Let’s keep building on one of these and get what follows the word “energy”. Another special character recognized by regex is the period. The period means any character except a new line. If we add a period after the word energy, it will match the word energy (case insensitive) followed by any character except a newline.

pattern = re.compile("energy.", re.IGNORECASE)
matches = pattern.findall(data)
print(matches)
['Energy ', 'energy:', 'energy:', 'Energy ', 'Energy ']

After adding the dot, you will see another trailing character has been added to our results.
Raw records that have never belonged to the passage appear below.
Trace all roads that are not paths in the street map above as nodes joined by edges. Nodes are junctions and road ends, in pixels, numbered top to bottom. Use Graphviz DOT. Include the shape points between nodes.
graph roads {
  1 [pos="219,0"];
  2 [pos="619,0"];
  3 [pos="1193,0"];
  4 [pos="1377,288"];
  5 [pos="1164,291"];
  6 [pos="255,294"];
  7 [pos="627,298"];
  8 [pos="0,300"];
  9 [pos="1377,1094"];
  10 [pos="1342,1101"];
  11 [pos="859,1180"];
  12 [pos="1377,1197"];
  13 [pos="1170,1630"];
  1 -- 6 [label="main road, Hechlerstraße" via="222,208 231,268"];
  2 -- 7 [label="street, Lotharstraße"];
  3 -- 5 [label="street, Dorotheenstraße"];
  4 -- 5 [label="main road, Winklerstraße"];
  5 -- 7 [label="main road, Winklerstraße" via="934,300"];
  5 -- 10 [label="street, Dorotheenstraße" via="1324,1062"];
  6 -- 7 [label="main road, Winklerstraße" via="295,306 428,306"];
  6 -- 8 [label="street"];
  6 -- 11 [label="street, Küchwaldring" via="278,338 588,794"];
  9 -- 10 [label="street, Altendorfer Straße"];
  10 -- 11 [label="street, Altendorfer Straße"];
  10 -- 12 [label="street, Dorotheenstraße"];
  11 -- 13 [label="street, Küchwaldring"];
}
We can specify how many times we want a special character or group of characters repeated by using {} and specifying the number of times. For example, the following will get the two following characters.

pattern = re.compile("energy.{2}", re.IGNORECASE)
matches = pattern.findall(data)
print(matches)
['Energy  ', 'energy: ', 'energy: ', 'Energy D', 'Energy S']

You can also use * to specify 0 or more matches, or + to specify one or more matches. In this case, you do not need the curly braces {}. In general, this is the pattern you will follow when not doing exact matches. You will define something using the special metacharacters, followed by how many times to look for that metacharacter.

pattern = re.compile("energy.+", re.IGNORECASE)
matches = pattern.findall(data)
print(matches)
['Energy          Max Grad.      Max Dist. ', 'energy:   -3142.5663410 hartrees', 'energy:   -3142.5663410 hartrees', 'Energy Due to Solvation', 'Energy SM5.4/A          1.983']

Check your understanding

Modify the regular expression we wrote above to match uppercase words that are between three and 6 letters long. *Challenge* - Write a regular expression for uppercase words that are at least three characters long (no upper bound on length**

pattern = re.compile(" [A-Z] ")
matches = pattern.findall(data)
print(matches)

Within the matches, you can use parenthesis () to create groups. For example, if we wanted to separate the word energy from what followed, we could surround relevant parts with parenthesis. In the pattern below, we’ve also added a whitespace of length greater than 0 with \s+.

pattern = re.compile("(energy)\s*(.+)", re.IGNORECASE)
matches = pattern.findall(data)
print(matches)
[('Energy', 'Max Grad.      Max Dist. '), ('energy', ':   -3142.5663410 hartrees'), ('energy', ':   -3142.5663410 hartrees'), ('Energy', 'Due to Solvation'), ('Energy', 'SM5.4/A          1.983')]
matches[1]
('energy', ':   -3142.5663410 hartrees')

You can imagine how this might be more useful if we wanted to pull out all of the keyword values pairs, ie word : value.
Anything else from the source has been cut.